Unter katholischem Einfluss hat Irland jahrzehntelang alle Andersartigen ausgegrenzt. Das hat sich geändert.

Das Wichtigste in Kürze

  • Irland emanzipiert sich vom Einfluss der katholischen Würdenträger und Orden.
  • Ein neues Gesetz erlaubt es dem irischen Staat, die nationalen Spitäler zu kontrollieren.
  • 2015 hatte Irland die gleichgeschlechtliche Ehe legitimiert – 2018 soll das Abtreibungsverbot liberalisiert werden.

Die irische Regierung hat, gerade noch vor der Sommerpause, einen Gesetzesvorschlag gebilligt, der die grossen, nationalen Spitäler der Kontrolle durch den Staat unterstellt.
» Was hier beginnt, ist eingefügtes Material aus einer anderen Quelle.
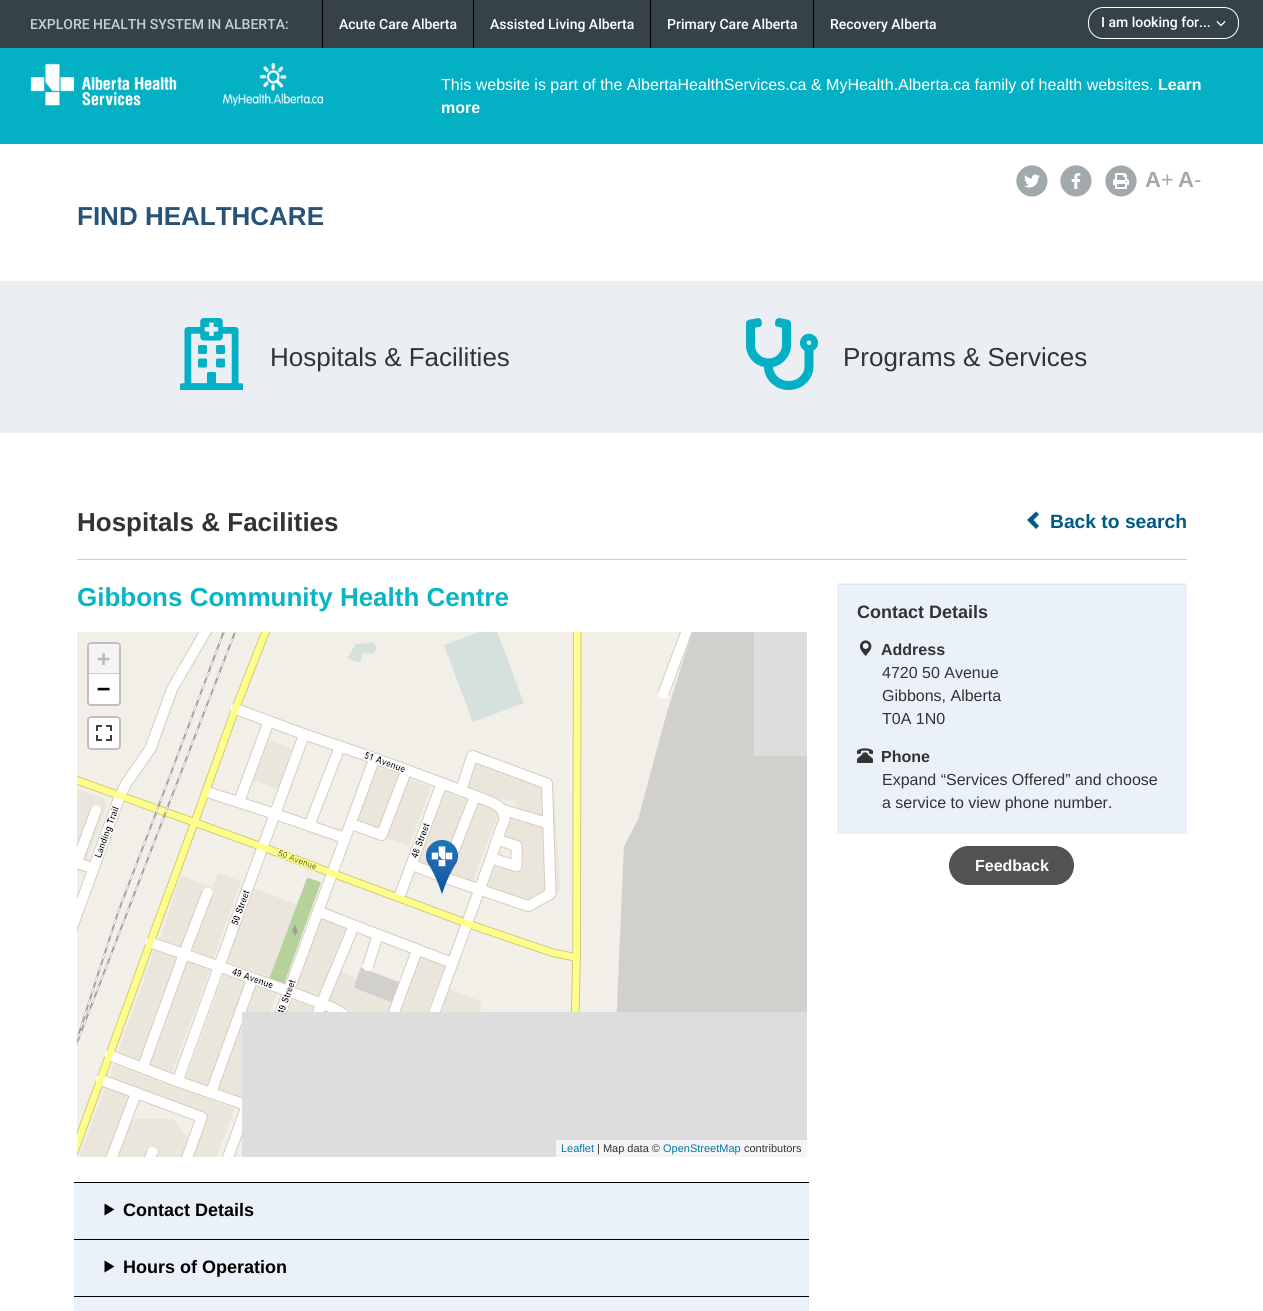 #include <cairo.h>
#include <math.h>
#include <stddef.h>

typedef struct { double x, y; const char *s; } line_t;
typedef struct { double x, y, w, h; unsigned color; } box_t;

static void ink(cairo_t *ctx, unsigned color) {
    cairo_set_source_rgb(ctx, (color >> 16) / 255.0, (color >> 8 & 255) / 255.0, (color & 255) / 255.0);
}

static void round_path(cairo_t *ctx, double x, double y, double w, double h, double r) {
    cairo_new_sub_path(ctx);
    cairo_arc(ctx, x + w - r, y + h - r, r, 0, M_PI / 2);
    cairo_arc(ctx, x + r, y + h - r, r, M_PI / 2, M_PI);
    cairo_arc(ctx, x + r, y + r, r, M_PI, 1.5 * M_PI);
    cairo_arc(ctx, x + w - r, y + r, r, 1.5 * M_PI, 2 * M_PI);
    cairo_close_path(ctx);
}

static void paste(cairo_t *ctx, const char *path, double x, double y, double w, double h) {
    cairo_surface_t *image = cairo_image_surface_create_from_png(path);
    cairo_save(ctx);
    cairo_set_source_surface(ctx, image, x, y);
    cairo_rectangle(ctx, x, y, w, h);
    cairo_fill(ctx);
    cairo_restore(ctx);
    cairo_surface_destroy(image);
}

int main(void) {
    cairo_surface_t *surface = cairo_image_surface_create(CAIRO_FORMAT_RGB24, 1263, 1311);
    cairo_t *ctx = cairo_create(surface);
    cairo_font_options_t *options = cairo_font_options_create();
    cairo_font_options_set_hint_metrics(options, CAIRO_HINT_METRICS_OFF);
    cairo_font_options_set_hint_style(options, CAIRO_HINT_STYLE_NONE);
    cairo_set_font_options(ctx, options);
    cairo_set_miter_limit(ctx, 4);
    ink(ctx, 0xFFFFFF);
    cairo_paint(ctx);
    ink(ctx, 0x36424A);
    cairo_rectangle(ctx, 0, 0, 1263, 48);
    cairo_fill(ctx);
    cairo_select_font_face(ctx, "Roboto Medium", CAIRO_FONT_SLANT_NORMAL, CAIRO_FONT_WEIGHT_NORMAL);
    cairo_set_font_size(ctx, 14);
    ink(ctx, 0xC6D0D6);
    cairo_move_to(ctx, 30, 29);
    cairo_show_text(ctx, "EXPLORE HEALTH SYSTEM IN ALBERTA:");
    ink(ctx, 0x000000);
    cairo_rectangle(ctx, 322, 0, 1, 48);
    cairo_fill(ctx);
    ink(ctx, 0xFFFFFF);
    cairo_move_to(ctx, 339, 29);
    cairo_show_text(ctx, "Acute Care Alberta");
    ink(ctx, 0x000000);
    cairo_rectangle(ctx, 473, 0, 1, 48);
    cairo_fill(ctx);
    ink(ctx, 0xFFFFFF);
    cairo_move_to(ctx, 490, 29);
    cairo_show_text(ctx, "Assisted Living Alberta");
    ink(ctx, 0x000000);
    cairo_rectangle(ctx, 650, 0, 1, 48);
    cairo_fill(ctx);
    ink(ctx, 0xFFFFFF);
    cairo_move_to(ctx, 667, 29);
    cairo_show_text(ctx, "Primary Care Alberta");
    ink(ctx, 0x000000);
    cairo_rectangle(ctx, 813, 0, 1, 48);
    cairo_fill(ctx);
    ink(ctx, 0xFFFFFF);
    cairo_move_to(ctx, 830, 29);
    cairo_show_text(ctx, "Recovery Alberta");
    round_path(ctx, 1088.5, 7.5, 150, 31, 14.5);
    cairo_set_line_width(ctx, 1);
    cairo_stroke(ctx);
    cairo_move_to(ctx, 1101, 27);
    cairo_show_text(ctx, "I am looking for...");
    paste(ctx, "media/1.png", 1216, 20, 10, 7);
    ink(ctx, 0x04B0C4);
    cairo_rectangle(ctx, 0, 48, 1263, 96);
    cairo_fill(ctx);
    paste(ctx, "media/2.png", 30, 63, 147, 43);
    paste(ctx, "media/3.png", 223, 63, 100, 43);
    cairo_select_font_face(ctx, "Liberation Sans", CAIRO_FONT_SLANT_NORMAL, CAIRO_FONT_WEIGHT_NORMAL);
    cairo_set_font_size(ctx, 16);
    ink(ctx, 0xFFFFFF);
    cairo_move_to(ctx, 441, 90);
    cairo_show_text(ctx, "This website is part of the AlbertaHealthServices.ca & MyHealth.Alberta.ca family of health websites.");
    cairo_select_font_face(ctx, "Liberation Sans", CAIRO_FONT_SLANT_NORMAL, CAIRO_FONT_WEIGHT_BOLD);
    cairo_move_to(ctx, 1158, 90);
    cairo_show_text(ctx, "Learn");
    cairo_move_to(ctx, 441, 113);
    cairo_show_text(ctx, "more");
    ink(ctx, 0xA1A9AC);
    cairo_new_path(ctx);
    cairo_move_to(ctx, 1021, 170);
    cairo_curve_to(ctx, 1031.5, 159.5, 1048.5, 168, 1047.5, 182.5);
    cairo_curve_to(ctx, 1047, 186, 1045.5, 189.5, 1043, 192);
    cairo_curve_to(ctx, 1040.5, 194.5, 1037, 196, 1033.5, 196.5);
    cairo_curve_to(ctx, 1019, 197.5, 1010.5, 180.5, 1021, 170);
    cairo_close_path(ctx);
    cairo_fill(ctx);
    paste(ctx, "media/4.png", 1024, 174, 16, 14);
    cairo_new_path(ctx);
    cairo_move_to(ctx, 1065, 170);
    cairo_curve_to(ctx, 1075.5, 159.5, 1092.5, 168, 1091.5, 182.5);
    cairo_curve_to(ctx, 1091, 186, 1089.5, 189.5, 1087, 192);
    cairo_curve_to(ctx, 1084.5, 194.5, 1081, 196, 1077.5, 196.5);
    cairo_curve_to(ctx, 1063, 197.5, 1054.5, 180.5, 1065, 170);
    cairo_close_path(ctx);
    cairo_fill(ctx);
    paste(ctx, "media/5.png", 1071, 173, 10, 16);
    cairo_new_path(ctx);
    cairo_move_to(ctx, 1110, 170);
    cairo_curve_to(ctx, 1112.5, 167.5, 1116, 166, 1119.5, 165.5);
    cairo_curve_to(ctx, 1134, 164.5, 1142.5, 181.5, 1132, 192);
    cairo_curve_to(ctx, 1129.5, 194.5, 1126, 196, 1122.5, 196.5);
    cairo_curve_to(ctx, 1108, 197.5, 1099.5, 180.5, 1110, 170);
    cairo_close_path(ctx);
    cairo_fill(ctx);
    paste(ctx, "media/6.png", 1113, 173, 16, 16);
    cairo_set_font_size(ctx, 22);
    cairo_move_to(ctx, 1145, 187);
    cairo_show_text(ctx, "A");
    cairo_select_font_face(ctx, "Liberation Sans", CAIRO_FONT_SLANT_NORMAL, CAIRO_FONT_WEIGHT_NORMAL);
    cairo_move_to(ctx, 1161, 187);
    cairo_show_text(ctx, "+");
    cairo_select_font_face(ctx, "Liberation Sans", CAIRO_FONT_SLANT_NORMAL, CAIRO_FONT_WEIGHT_BOLD);
    cairo_move_to(ctx, 1178, 187);
    cairo_show_text(ctx, "A");
    cairo_select_font_face(ctx, "Liberation Sans", CAIRO_FONT_SLANT_NORMAL, CAIRO_FONT_WEIGHT_NORMAL);
    cairo_move_to(ctx, 1194, 187);
    cairo_show_text(ctx, "-");
    cairo_select_font_face(ctx, "Liberation Sans", CAIRO_FONT_SLANT_NORMAL, CAIRO_FONT_WEIGHT_BOLD);
    cairo_set_font_size(ctx, 26);
    ink(ctx, 0x295376);
    cairo_move_to(ctx, 77, 225);
    cairo_show_text(ctx, "FIND HEALTHCARE");
    ink(ctx, 0xEBEFF3);
    cairo_rectangle(ctx, 0, 281, 1263, 152);
    cairo_fill(ctx);
    paste(ctx, "media/7.png", 180, 318, 63, 72);
    cairo_select_font_face(ctx, "Liberation Sans", CAIRO_FONT_SLANT_NORMAL, CAIRO_FONT_WEIGHT_NORMAL);
    ink(ctx, 0x333333);
    cairo_move_to(ctx, 270, 366);
    cairo_show_text(ctx, "Hospitals & Facilities");
    paste(ctx, "media/8.png", 746, 318, 72, 72);
    cairo_move_to(ctx, 843, 366);
    cairo_show_text(ctx, "Programs & Services");
    cairo_select_font_face(ctx, "Liberation Sans", CAIRO_FONT_SLANT_NORMAL, CAIRO_FONT_WEIGHT_BOLD);
    cairo_move_to(ctx, 77, 531);
    cairo_show_text(ctx, "Hospitals & Facilities");
    ink(ctx, 0x005A83);
    cairo_new_path(ctx);
    cairo_move_to(ctx, 1039, 514.5);
    cairo_line_to(ctx, 1033.5, 520);
    cairo_line_to(ctx, 1039, 526);
    cairo_line_to(ctx, 1036, 529);
    cairo_line_to(ctx, 1027, 520);
    cairo_line_to(ctx, 1036, 511.5);
    cairo_close_path(ctx);
    cairo_fill(ctx);
    cairo_set_font_size(ctx, 19.25);
    cairo_move_to(ctx, 1050, 528);
    cairo_show_text(ctx, "Back to search");
    ink(ctx, 0xCCCCCC);
    cairo_rectangle(ctx, 77, 559, 1110, 1);
    cairo_fill(ctx);
    cairo_set_font_size(ctx, 26);
    ink(ctx, 0x07B5C3);
    cairo_move_to(ctx, 77, 606);
    cairo_show_text(ctx, "Gibbons Community Health Centre");
    ink(ctx, 0xDDDDDD);
    cairo_rectangle(ctx, 242, 632, 565, 525);
    cairo_fill(ctx);
    paste(ctx, "media/9.png", 77, 632, 165, 124);
    paste(ctx, "media/10.png", 242, 632, 256, 124);
    paste(ctx, "media/11.png", 498, 632, 256, 124);
    paste(ctx, "media/12.png", 77, 756, 165, 256);
    paste(ctx, "media/13.png", 242, 756, 256, 256);
    paste(ctx, "media/14.png", 498, 756, 256, 256);
    ink(ctx, 0xD1D0CD);
    cairo_rectangle(ctx, 754, 756, 53, 256);
    cairo_fill(ctx);
    paste(ctx, "media/15.png", 77, 1012, 165, 145);
    paste(ctx, "media/16.png", 426, 840, 32, 54);
    round_path(ctx, 88, 643, 32, 62, 3);
    ink(ctx, 0xC2BFBA);
    cairo_set_line_width(ctx, 2);
    cairo_stroke(ctx);
    ink(ctx, 0xF4F4F4);
    cairo_new_path(ctx);
    cairo_move_to(ctx, 91, 644);
    cairo_line_to(ctx, 117, 644);
    cairo_curve_to(ctx, 118, 644, 119, 645, 119, 646);
    cairo_line_to(ctx, 119, 674);
    cairo_line_to(ctx, 89, 674);
    cairo_line_to(ctx, 89, 646);
    cairo_curve_to(ctx, 89, 645, 90, 644, 91, 644);
    cairo_close_path(ctx);
    cairo_fill(ctx);
    ink(ctx, 0xCCCCCC);
    cairo_rectangle(ctx, 89, 673, 30, 1);
    cairo_fill(ctx);
    cairo_select_font_face(ctx, "DejaVu Sans Mono", CAIRO_FONT_SLANT_NORMAL, CAIRO_FONT_WEIGHT_BOLD);
    cairo_set_font_size(ctx, 22);
    ink(ctx, 0xBBBBBB);
    cairo_move_to(ctx, 97, 666);
    cairo_show_text(ctx, "+");
    ink(ctx, 0xFFFFFF);
    cairo_new_path(ctx);
    cairo_move_to(ctx, 89, 674);
    cairo_line_to(ctx, 119, 674);
    cairo_line_to(ctx, 119, 702);
    cairo_curve_to(ctx, 119, 703, 118, 704, 117, 704);
    cairo_line_to(ctx, 91, 704);
    cairo_curve_to(ctx, 90, 704, 89, 703, 89, 702);
    cairo_close_path(ctx);
    cairo_fill(ctx);
    ink(ctx, 0x000000);
    cairo_move_to(ctx, 97, 696);
    cairo_show_text(ctx, "−");
    round_path(ctx, 88, 717, 32, 32, 3);
    ink(ctx, 0xC2BFBA);
    cairo_stroke(ctx);
    ink(ctx, 0xFFFFFF);
    round_path(ctx, 89, 718, 30, 30, 2);
    cairo_fill(ctx);
    paste(ctx, "media/17.png", 96, 725, 16, 16);
    ink(ctx, 0xF5F5F5);
    cairo_rectangle(ctx, 556, 1140, 251, 17);
    cairo_fill(ctx);
    cairo_select_font_face(ctx, "Liberation Sans", CAIRO_FONT_SLANT_NORMAL, CAIRO_FONT_WEIGHT_NORMAL);
    cairo_set_font_size(ctx, 11);
    ink(ctx, 0x0078A8);
    cairo_move_to(ctx, 561, 1152);
    cairo_show_text(ctx, "Leaflet");
    ink(ctx, 0x333333);
    cairo_move_to(ctx, 597, 1152);
    cairo_show_text(ctx, "| Map data ©");
    ink(ctx, 0x0078A8);
    cairo_move_to(ctx, 663, 1152);
    cairo_show_text(ctx, "OpenStreetMap");
    ink(ctx, 0x333333);
    cairo_move_to(ctx, 744, 1152);
    cairo_show_text(ctx, "contributors");
    {
        static const box_t items[] = {
            {74, 1183, 735, 56, 0xEAF1F8},
            {74, 1182, 735, 1, 0x000000},
            {74, 1239, 735, 1, 0x000000},
        };
        for (size_t i = 0; i < sizeof items / sizeof *items; i++) {
            ink(ctx, items[i].color);
            cairo_rectangle(ctx, items[i].x, items[i].y, items[i].w, items[i].h);
            cairo_fill(ctx);
        }
    }
    cairo_new_path(ctx);
    cairo_move_to(ctx, 104.5, 1203.5);
    cairo_line_to(ctx, 114.5, 1209.5);
    cairo_line_to(ctx, 104.5, 1215.5);
    cairo_close_path(ctx);
    cairo_fill(ctx);
    cairo_select_font_face(ctx, "Liberation Sans", CAIRO_FONT_SLANT_NORMAL, CAIRO_FONT_WEIGHT_BOLD);
    cairo_set_font_size(ctx, 18);
    cairo_move_to(ctx, 123, 1216);
    cairo_show_text(ctx, "Contact Details");
    ink(ctx, 0xEAF1F8);
    cairo_rectangle(ctx, 74, 1240, 735, 56);
    cairo_fill(ctx);
    ink(ctx, 0x000000);
    cairo_rectangle(ctx, 74, 1296, 735, 1);
    cairo_fill(ctx);
    cairo_new_path(ctx);
    cairo_move_to(ctx, 104.5, 1260.5);
    cairo_line_to(ctx, 114.5, 1266.5);
    cairo_line_to(ctx, 104.5, 1272.5);
    cairo_close_path(ctx);
    cairo_fill(ctx);
    cairo_move_to(ctx, 123, 1273);
    cairo_show_text(ctx, "Hours of Operation");
    ink(ctx, 0xEAF1F8);
    cairo_rectangle(ctx, 74, 1297, 735, 14);
    cairo_fill(ctx);
    round_path(ctx, 837, 583, 350, 251, 2);
    cairo_fill(ctx);
    ink(ctx, 0xDEE5EC);
    cairo_new_path(ctx);
    cairo_move_to(ctx, 839, 585);
    cairo_line_to(ctx, 1185, 585);
    cairo_curve_to(ctx, 1186, 585, 1186, 585, 1186, 586);
    cairo_line_to(ctx, 1186, 585);
    cairo_line_to(ctx, 1185, 584);
    cairo_line_to(ctx, 838, 584);
    cairo_line_to(ctx, 838, 586);
    cairo_curve_to(ctx, 838, 585, 838, 585, 839, 585);
    cairo_close_path(ctx);
    cairo_fill(ctx);
    round_path(ctx, 837.5, 583.5, 349, 250, 1.5);
    ink(ctx, 0xEAF1F8);
    cairo_set_line_width(ctx, 1);
    cairo_stroke(ctx);
    ink(ctx, 0x333333);
    cairo_move_to(ctx, 857, 618);
    cairo_show_text(ctx, "Contact Details");
    paste(ctx, "media/18.png", 859, 640, 13, 16);
    cairo_set_font_size(ctx, 16);
    cairo_move_to(ctx, 881, 655);
    cairo_show_text(ctx, "Address");
    cairo_select_font_face(ctx, "Liberation Sans", CAIRO_FONT_SLANT_NORMAL, CAIRO_FONT_WEIGHT_NORMAL);
    {
        static const line_t items[] = {
            {882, 678, "4720 50 Avenue"},
            {882, 701, "Gibbons, Alberta"},
            {882, 724, "T0A 1N0"},
        };
        for (size_t i = 0; i < sizeof items / sizeof *items; i++) {
            cairo_move_to(ctx, items[i].x, items[i].y);
            cairo_show_text(ctx, items[i].s);
        }
    }
    paste(ctx, "media/19.png", 857, 748, 16, 15);
    cairo_select_font_face(ctx, "Liberation Sans", CAIRO_FONT_SLANT_NORMAL, CAIRO_FONT_WEIGHT_BOLD);
    cairo_move_to(ctx, 881, 762);
    cairo_show_text(ctx, "Phone");
    cairo_select_font_face(ctx, "Liberation Sans", CAIRO_FONT_SLANT_NORMAL, CAIRO_FONT_WEIGHT_NORMAL);
    cairo_move_to(ctx, 882, 785);
    cairo_show_text(ctx, "Expand “Services Offered” and choose");
    cairo_move_to(ctx, 882, 808);
    cairo_show_text(ctx, "a service to view phone number.");
    ink(ctx, 0x525252);
    round_path(ctx, 949.5, 846.5, 124, 38, 19);
    cairo_fill_preserve(ctx);
    cairo_stroke(ctx);
    cairo_select_font_face(ctx, "Liberation Sans", CAIRO_FONT_SLANT_NORMAL, CAIRO_FONT_WEIGHT_BOLD);
    ink(ctx, 0xFFFFFF);
    cairo_move_to(ctx, 975, 871);
    cairo_show_text(ctx, "Feedback");
    cairo_surface_write_to_png(surface, "image.png");
    cairo_font_options_destroy(options);
    cairo_destroy(ctx);
    cairo_surface_destroy(surface);
    return 0;
}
Bisher waren diese Institutionen von katholischen Würdenträgern oder Orden gelenkt worden.

Im Frühjahr war ein Sturm der Empörung ausgebrochen, als bekannt wurde, dass das neue nationale Frauenspital in Dublin ins Eigentum von katholischen Nonnen übergehen werde, obwohl der Staat für sämtliche Baukosten aufkommen wird. Die Nonnen zogen sich schliesslich zurück.

Für die Abtreibung ins Ausland

Auslöser des öffentlichen Widerstandes waren Pläne, nächstes Jahr eine Volksabstimmung über die heikle Abtreibungsfrage abzuhalten. Ein katholisch kontrolliertes Frauenspital würde sich gegen eine demokratisch beschlossene Liberalisierung wehren.
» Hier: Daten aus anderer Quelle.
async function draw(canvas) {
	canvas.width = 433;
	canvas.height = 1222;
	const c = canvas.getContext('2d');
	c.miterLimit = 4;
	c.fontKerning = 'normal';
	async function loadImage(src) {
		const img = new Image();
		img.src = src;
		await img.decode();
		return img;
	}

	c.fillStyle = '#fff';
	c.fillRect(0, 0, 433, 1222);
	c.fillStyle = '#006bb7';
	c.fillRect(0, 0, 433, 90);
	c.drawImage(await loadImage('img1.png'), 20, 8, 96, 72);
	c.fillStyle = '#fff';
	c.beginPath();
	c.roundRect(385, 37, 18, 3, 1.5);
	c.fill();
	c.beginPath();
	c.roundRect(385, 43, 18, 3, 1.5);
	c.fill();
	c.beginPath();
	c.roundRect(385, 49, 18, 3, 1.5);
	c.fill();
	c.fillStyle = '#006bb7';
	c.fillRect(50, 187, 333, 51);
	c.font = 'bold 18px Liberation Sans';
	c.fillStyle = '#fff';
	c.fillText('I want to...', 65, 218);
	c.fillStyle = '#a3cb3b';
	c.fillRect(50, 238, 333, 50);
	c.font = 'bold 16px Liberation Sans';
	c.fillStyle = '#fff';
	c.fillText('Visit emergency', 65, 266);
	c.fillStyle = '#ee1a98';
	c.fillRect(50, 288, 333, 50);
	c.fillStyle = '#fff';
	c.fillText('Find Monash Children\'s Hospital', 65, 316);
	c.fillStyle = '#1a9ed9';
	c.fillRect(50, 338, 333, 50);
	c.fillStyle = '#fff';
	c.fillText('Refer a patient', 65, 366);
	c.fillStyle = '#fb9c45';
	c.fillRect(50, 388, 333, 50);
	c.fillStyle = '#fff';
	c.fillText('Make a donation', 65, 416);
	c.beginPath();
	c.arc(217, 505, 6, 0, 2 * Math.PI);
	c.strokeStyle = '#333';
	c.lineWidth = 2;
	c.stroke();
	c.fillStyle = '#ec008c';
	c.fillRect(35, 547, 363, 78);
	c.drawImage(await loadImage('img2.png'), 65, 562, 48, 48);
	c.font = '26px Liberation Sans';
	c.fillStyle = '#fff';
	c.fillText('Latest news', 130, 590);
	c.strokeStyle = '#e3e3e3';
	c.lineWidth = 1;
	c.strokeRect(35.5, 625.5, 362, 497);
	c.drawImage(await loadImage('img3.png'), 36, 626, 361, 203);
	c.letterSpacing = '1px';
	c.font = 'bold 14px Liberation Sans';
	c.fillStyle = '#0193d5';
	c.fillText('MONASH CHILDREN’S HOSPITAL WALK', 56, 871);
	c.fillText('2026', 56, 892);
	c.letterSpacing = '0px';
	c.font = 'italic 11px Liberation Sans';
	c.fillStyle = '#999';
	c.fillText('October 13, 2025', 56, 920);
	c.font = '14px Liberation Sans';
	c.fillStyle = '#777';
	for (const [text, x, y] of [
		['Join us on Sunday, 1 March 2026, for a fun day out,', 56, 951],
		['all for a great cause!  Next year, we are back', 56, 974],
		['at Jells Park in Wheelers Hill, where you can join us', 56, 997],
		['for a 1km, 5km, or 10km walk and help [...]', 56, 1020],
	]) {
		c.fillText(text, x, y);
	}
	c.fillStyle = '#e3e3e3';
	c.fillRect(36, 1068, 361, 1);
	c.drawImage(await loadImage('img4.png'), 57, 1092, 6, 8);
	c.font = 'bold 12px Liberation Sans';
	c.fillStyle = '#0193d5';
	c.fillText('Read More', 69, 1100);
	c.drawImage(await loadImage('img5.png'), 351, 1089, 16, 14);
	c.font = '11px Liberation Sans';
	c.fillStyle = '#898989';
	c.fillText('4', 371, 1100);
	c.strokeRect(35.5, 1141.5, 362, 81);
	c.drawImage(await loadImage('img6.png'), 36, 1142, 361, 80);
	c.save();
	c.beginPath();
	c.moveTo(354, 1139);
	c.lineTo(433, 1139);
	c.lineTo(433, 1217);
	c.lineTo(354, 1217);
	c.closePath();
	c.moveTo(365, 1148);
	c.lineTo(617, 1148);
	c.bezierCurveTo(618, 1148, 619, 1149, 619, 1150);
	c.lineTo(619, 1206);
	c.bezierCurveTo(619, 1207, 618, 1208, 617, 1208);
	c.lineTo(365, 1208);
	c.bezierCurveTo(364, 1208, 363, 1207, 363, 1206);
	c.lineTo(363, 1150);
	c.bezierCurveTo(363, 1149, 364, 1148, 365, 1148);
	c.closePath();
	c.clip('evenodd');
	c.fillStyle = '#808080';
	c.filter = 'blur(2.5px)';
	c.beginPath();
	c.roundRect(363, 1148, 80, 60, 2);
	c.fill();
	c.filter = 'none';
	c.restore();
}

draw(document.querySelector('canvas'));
Nun soll der zweideutige Verfassungsparagraf von 1983, der das Leben des Ungeborenen für gleichwertig mit dem Leben der Mutter erklärt, aus dem Grundgesetz entfernt werden.

Die Chancen stehen gut, da namentlich die jüngere Generation mehr Ehrlichkeit fordert: Irische Abtreibungen finden derzeit einfach in Grossbritannien statt.

Emanzipation aus Ernüchterung und Ekel

Die irische Bereitschaft, bisher umstrittene oder tabuisierte Fragen neu zu betrachten, zeigte sich bereits, als die gleichgeschlechtliche Ehe letztes Jahr von einer klaren Mehrheit anerkannt wurde. Irland wurde damit überraschend zum ersten Staat, der diesen Schritt an der Urne ergriff.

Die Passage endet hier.